▶ **Records shown**:
--- START ---

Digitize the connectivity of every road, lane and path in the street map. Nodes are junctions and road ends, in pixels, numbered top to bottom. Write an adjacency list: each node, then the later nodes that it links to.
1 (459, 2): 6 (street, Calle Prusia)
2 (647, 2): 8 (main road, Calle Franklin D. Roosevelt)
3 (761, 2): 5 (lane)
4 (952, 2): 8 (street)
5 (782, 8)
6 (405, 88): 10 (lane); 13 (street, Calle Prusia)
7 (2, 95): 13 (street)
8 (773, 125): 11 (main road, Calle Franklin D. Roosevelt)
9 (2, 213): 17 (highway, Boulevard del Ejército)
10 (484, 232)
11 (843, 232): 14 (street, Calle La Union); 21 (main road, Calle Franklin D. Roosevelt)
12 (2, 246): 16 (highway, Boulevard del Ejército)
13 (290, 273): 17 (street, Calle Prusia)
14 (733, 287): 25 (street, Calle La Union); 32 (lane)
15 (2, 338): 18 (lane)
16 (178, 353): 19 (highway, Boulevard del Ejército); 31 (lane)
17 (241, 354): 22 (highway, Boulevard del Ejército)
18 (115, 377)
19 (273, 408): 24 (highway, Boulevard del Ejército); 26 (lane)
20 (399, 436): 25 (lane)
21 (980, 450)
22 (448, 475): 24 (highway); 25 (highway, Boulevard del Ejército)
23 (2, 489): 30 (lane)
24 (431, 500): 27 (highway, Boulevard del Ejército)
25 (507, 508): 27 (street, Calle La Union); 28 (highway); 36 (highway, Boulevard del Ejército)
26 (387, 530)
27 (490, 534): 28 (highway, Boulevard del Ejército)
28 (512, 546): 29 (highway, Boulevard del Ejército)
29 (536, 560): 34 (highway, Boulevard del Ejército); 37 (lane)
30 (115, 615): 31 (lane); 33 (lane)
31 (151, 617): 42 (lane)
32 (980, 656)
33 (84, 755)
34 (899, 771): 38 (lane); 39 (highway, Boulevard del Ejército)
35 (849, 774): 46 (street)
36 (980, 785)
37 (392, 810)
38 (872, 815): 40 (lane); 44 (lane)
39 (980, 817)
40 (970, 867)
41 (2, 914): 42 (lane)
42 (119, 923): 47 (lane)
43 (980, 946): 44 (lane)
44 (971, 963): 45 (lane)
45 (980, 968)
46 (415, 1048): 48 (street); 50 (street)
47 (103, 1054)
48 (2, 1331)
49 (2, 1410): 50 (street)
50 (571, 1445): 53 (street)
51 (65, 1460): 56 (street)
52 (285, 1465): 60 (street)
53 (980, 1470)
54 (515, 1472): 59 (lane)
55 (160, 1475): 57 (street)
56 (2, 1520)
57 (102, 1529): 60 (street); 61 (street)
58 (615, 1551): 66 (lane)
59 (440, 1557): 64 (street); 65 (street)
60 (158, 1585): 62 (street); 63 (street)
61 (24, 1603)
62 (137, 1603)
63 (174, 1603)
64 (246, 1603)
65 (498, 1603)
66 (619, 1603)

--- END ---
--- START ---

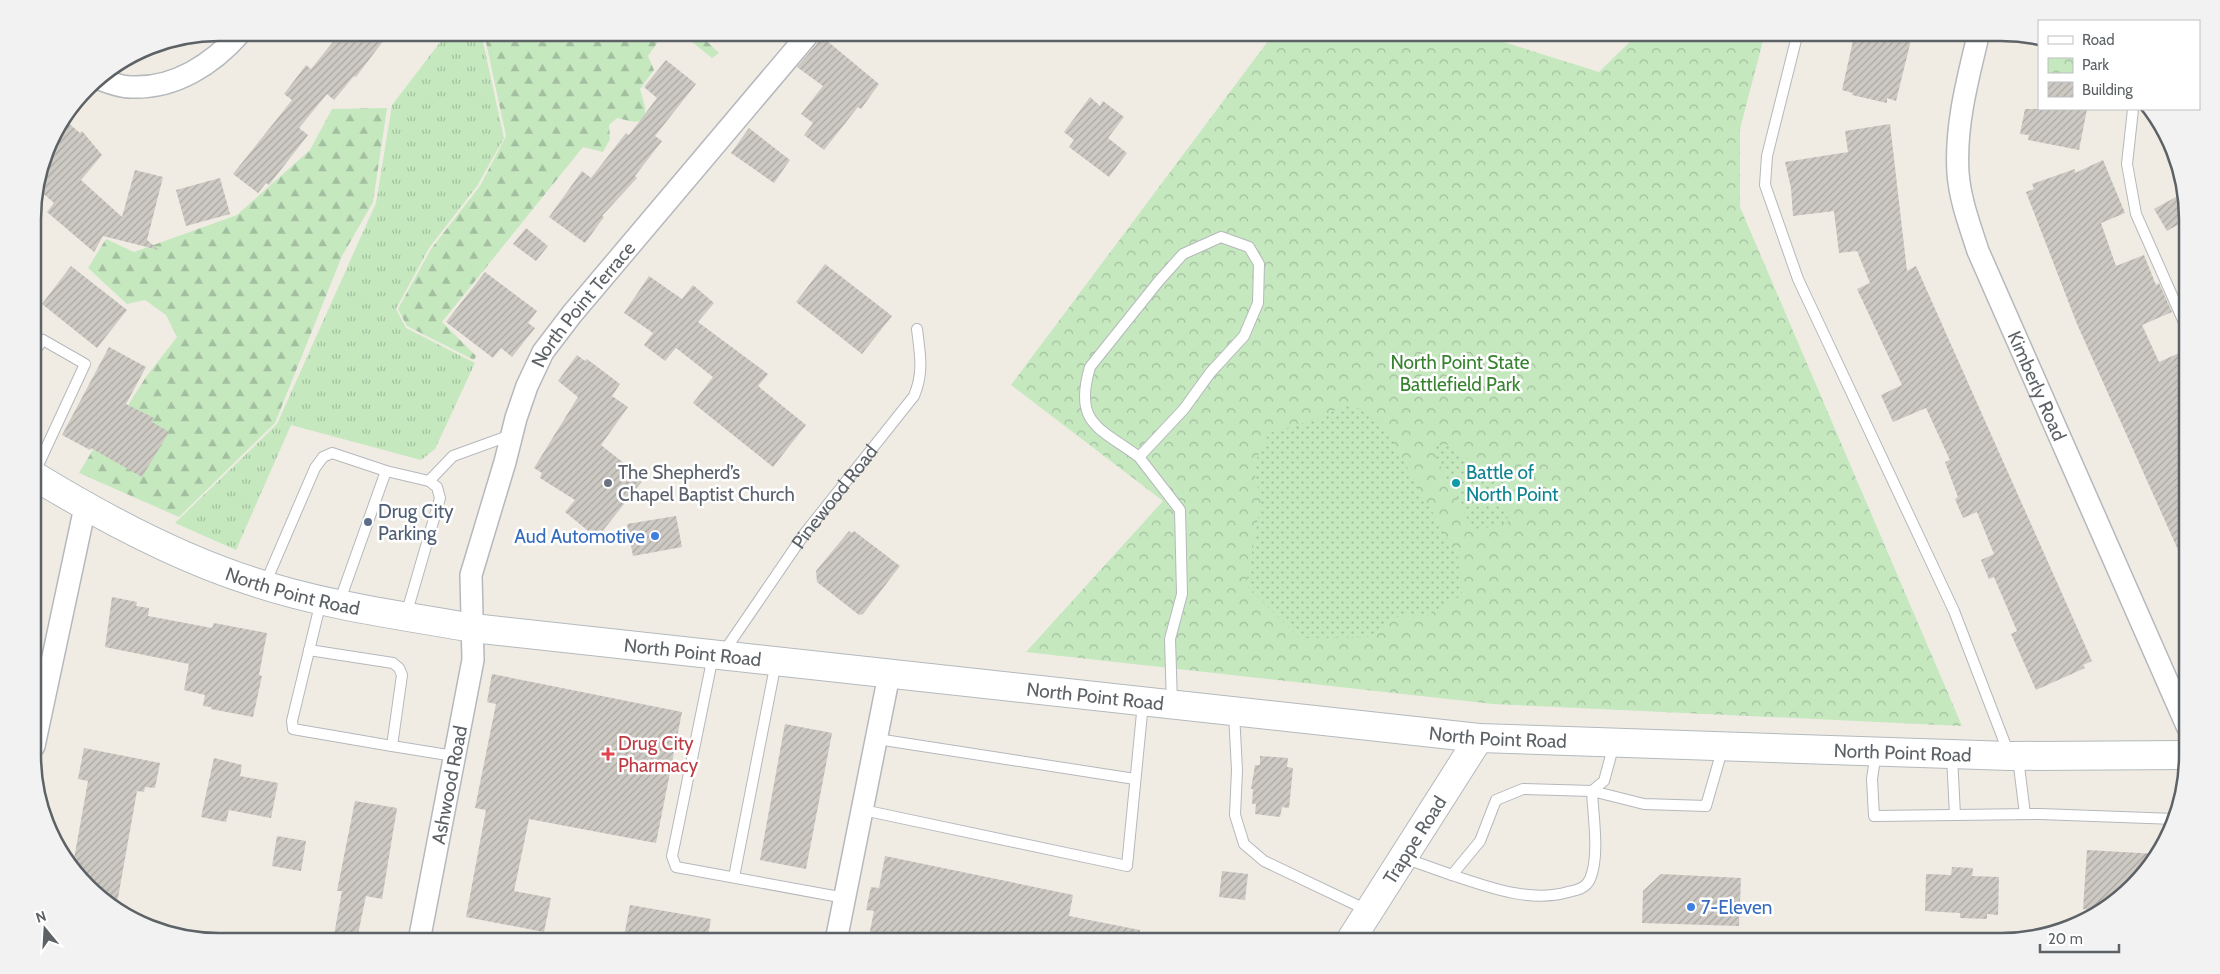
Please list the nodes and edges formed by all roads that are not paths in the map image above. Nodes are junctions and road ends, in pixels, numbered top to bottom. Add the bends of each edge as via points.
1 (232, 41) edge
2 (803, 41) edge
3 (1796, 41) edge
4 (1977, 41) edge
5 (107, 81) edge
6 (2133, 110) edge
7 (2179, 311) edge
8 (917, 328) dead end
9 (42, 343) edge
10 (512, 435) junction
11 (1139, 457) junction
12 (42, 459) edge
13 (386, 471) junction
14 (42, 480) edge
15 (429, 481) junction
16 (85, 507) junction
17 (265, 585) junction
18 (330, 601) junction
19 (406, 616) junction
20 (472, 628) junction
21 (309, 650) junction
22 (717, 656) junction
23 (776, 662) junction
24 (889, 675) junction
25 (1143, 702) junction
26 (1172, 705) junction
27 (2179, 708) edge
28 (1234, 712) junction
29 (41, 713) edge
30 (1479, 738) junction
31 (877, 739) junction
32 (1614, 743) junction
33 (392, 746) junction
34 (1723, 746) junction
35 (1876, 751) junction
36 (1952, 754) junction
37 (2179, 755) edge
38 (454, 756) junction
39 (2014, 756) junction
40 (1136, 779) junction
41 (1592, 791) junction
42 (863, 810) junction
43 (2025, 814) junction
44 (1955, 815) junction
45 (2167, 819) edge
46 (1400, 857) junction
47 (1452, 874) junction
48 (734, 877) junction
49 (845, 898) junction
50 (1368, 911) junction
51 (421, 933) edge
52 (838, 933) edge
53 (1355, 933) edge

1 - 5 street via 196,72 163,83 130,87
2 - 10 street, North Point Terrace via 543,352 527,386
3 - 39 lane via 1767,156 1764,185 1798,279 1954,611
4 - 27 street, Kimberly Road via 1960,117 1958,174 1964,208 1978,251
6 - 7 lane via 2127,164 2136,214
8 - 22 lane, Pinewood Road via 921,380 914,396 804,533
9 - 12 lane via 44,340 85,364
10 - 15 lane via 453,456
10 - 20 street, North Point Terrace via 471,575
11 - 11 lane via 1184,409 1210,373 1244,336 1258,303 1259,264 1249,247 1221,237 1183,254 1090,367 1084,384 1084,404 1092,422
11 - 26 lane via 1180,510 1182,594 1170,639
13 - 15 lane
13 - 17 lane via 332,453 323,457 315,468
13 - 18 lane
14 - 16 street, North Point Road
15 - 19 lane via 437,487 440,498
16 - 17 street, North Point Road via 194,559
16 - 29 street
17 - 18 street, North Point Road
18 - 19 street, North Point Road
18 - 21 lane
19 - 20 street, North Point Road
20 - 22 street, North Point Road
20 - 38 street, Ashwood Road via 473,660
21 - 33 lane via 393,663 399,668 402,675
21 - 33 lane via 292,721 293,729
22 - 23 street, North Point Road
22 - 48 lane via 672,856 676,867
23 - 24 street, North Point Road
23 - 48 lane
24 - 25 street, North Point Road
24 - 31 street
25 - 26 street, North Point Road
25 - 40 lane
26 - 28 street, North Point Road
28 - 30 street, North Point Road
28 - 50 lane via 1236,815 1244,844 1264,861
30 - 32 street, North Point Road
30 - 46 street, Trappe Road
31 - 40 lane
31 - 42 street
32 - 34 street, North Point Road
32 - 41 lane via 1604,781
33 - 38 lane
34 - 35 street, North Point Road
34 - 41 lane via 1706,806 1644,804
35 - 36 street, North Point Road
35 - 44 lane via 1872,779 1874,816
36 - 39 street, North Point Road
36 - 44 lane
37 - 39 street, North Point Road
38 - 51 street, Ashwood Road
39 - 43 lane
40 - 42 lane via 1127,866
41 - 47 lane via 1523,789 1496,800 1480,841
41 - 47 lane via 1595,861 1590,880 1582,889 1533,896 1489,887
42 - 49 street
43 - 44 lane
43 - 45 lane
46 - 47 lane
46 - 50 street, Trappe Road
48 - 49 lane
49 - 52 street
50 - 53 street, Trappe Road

--- END ---

▶ **What this task involves**: Copy out each line of the data that has the word "pixels" in it.

▶ **Exercise answer**:
Digitize the connectivity of every road, lane and path in the street map. Nodes are junctions and road ends, in pixels, numbered top to bottom. Write an adjacency list: each node, then the later nodes that it links to.
Please list the nodes and edges formed by all roads that are not paths in the map image above. Nodes are junctions and road ends, in pixels, numbered top to bottom. Add the bends of each edge as via points.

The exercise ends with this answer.